11. Profiling tips for concurrent code

When you do need to optimise concurrency-heavy code, the standard Go profiling tools all work — but a few patterns are especially useful.

11.1 Block profiling

runtime.SetBlockProfileRate(1) enables the block profile, which shows where goroutines spend time blocked on channels, mutexes, and selects. For errgroup-heavy code, the typical hot blocks are:

  • g.wg.Wait() inside g.Wait() — expected; means children are legitimately taking time.
  • g.sem <- token{} inside g.Go — backpressure from SetLimit. If this dominates, the limit is too low.
  • Channel sends/receives in your own code — usually where the real optimisation lives.

11.2 Mutex profiling

runtime.SetMutexProfileFraction(1) enables the mutex profile, showing lock contention. errgroup itself uses very few locks (sync.Once, sync.WaitGroup); contention in errgroup operations is almost always somewhere else in your code.

11.3 Goroutine profile

go tool pprof http://your-service/debug/pprof/goroutine gives you a live snapshot of every goroutine's stack. Group by stack to find duplicates or unexpected counts. This is the leak-detection workhorse.

11.4 Trace

runtime/trace shows the execution timeline of goroutines, including when they're created, scheduled, and blocked. For visualising whether your fan-out is actually parallel (or accidentally serialised), the trace is uniquely useful. Open it with go tool trace.

12. Comparing against language alternatives

A fun thought experiment: how does Go's errgroup-based approach compare to other languages on the dimension of performance overhead per concurrent task?

Language Construct Per-task overhead (approx)
Go errgroup.Go ~1µs (goroutine + closure + waitgroup)
Kotlin launch { ... } ~2-5µs (continuation allocation)
Swift async let similar to Kotlin
Trio (Python) nursery.start_soon ~10-50µs (Python interpreter overhead)
Rust (tokio) task::spawn ~500ns-1µs (no GC, no closure boxing)

Go is competitive. Where Go wins is the simplicity of the model: goroutines are cheap and the API is small. Where Go loses is the lack of compile-time enforcement, which means humans pay the cost in review effort.

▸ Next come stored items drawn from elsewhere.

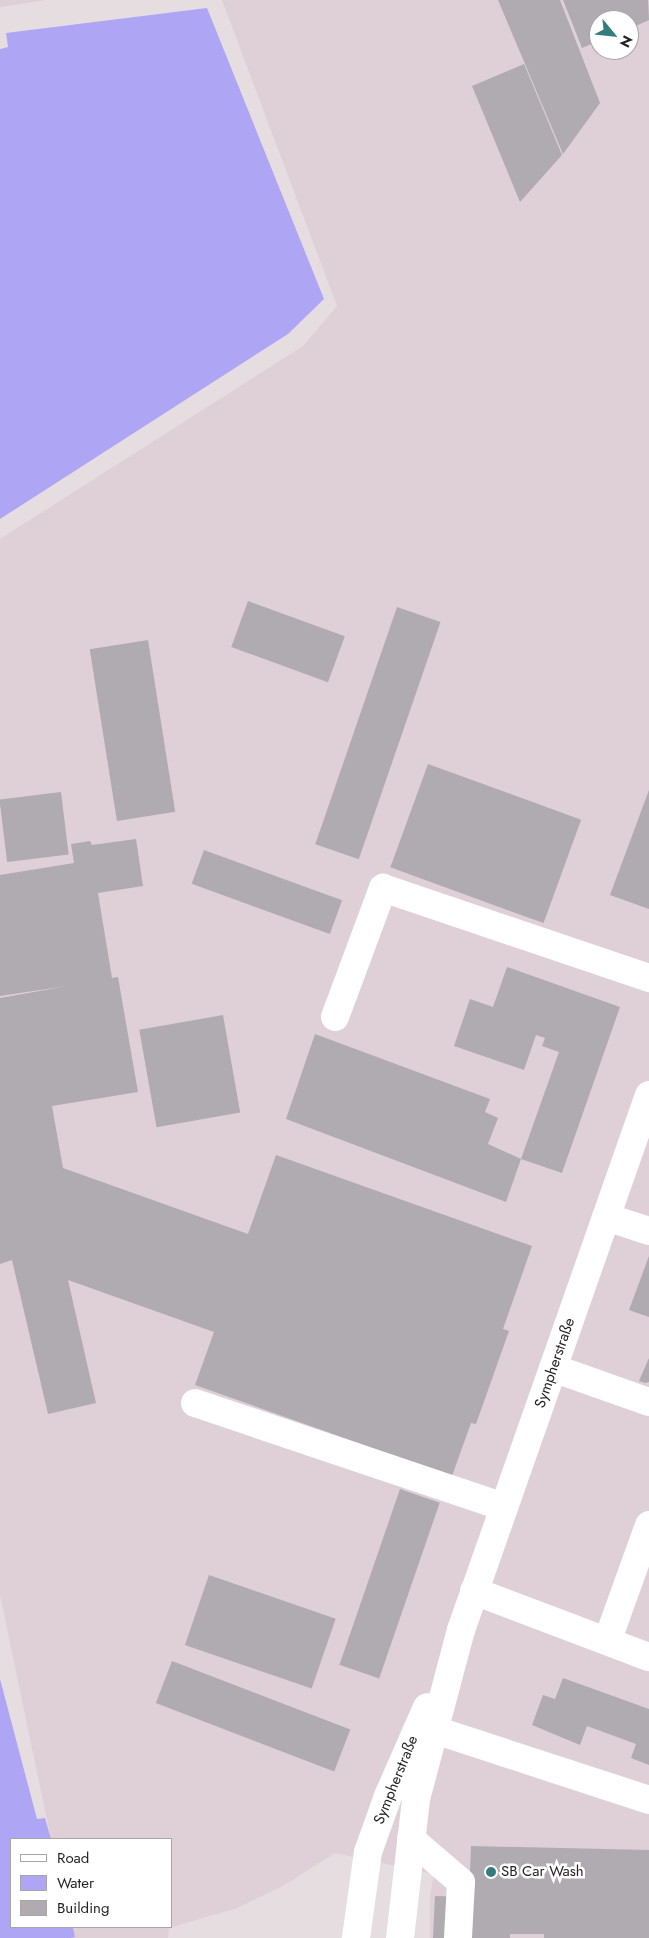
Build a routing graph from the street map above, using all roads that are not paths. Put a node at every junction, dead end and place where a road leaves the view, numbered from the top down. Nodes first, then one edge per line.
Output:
1 (649, 978) edge
2 (335, 1017) dead end
3 (649, 1095) edge
4 (606, 1217) junction
5 (649, 1231) edge
6 (553, 1368) junction
7 (649, 1402) edge
8 (195, 1403) dead end
9 (504, 1507) junction
10 (649, 1524) edge
11 (474, 1591) junction
12 (461, 1630) junction
13 (608, 1639) junction
14 (649, 1656) edge
15 (435, 1730) junction
16 (649, 1800) edge
17 (411, 1839) junction
18 (356, 1938) edge
19 (400, 1938) edge
20 (458, 1938) edge

1 - 2 street
3 - 4 street, Sympherstraße
4 - 5 street
4 - 6 street, Sympherstraße
6 - 7 street
6 - 9 street, Sympherstraße
8 - 9 street
9 - 11 street, Sympherstraße
10 - 13 street
11 - 12 street, Sympherstraße
11 - 13 street
12 - 15 street, Sympherstraße
12 - 18 street, Sympherstraße
13 - 14 street
15 - 16 street
15 - 17 street, Sympherstraße
17 - 19 street, Sympherstraße
17 - 20 street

For nearly all workloads, the per-task overhead is dwarfed by the work the task does. The interesting comparison is robustness, not nanoseconds. Picking the right primitive matters more than tuning it.

13. One last optimisation: don't optimise

Most teams that "optimise" their concurrency end up making things worse. They replace errgroup with a hand-rolled construct and introduce a subtle race. They tune SetLimit based on a benchmark that doesn't match production. They preallocate channels and end up with deadlocks.

The structured-concurrency primitives are not slow. The work inside them is what's slow. Profile, find the real bottleneck, and optimise that — usually it's I/O, a database query, or a serialisation step. The concurrency framework itself is rarely the culprit.

When in doubt: write boring errgroup.WithContext code, run it, measure, and only optimise what the profile shows. That principle — "don't optimise what you haven't measured" — applies doubly to concurrent code, where intuition is famously unreliable.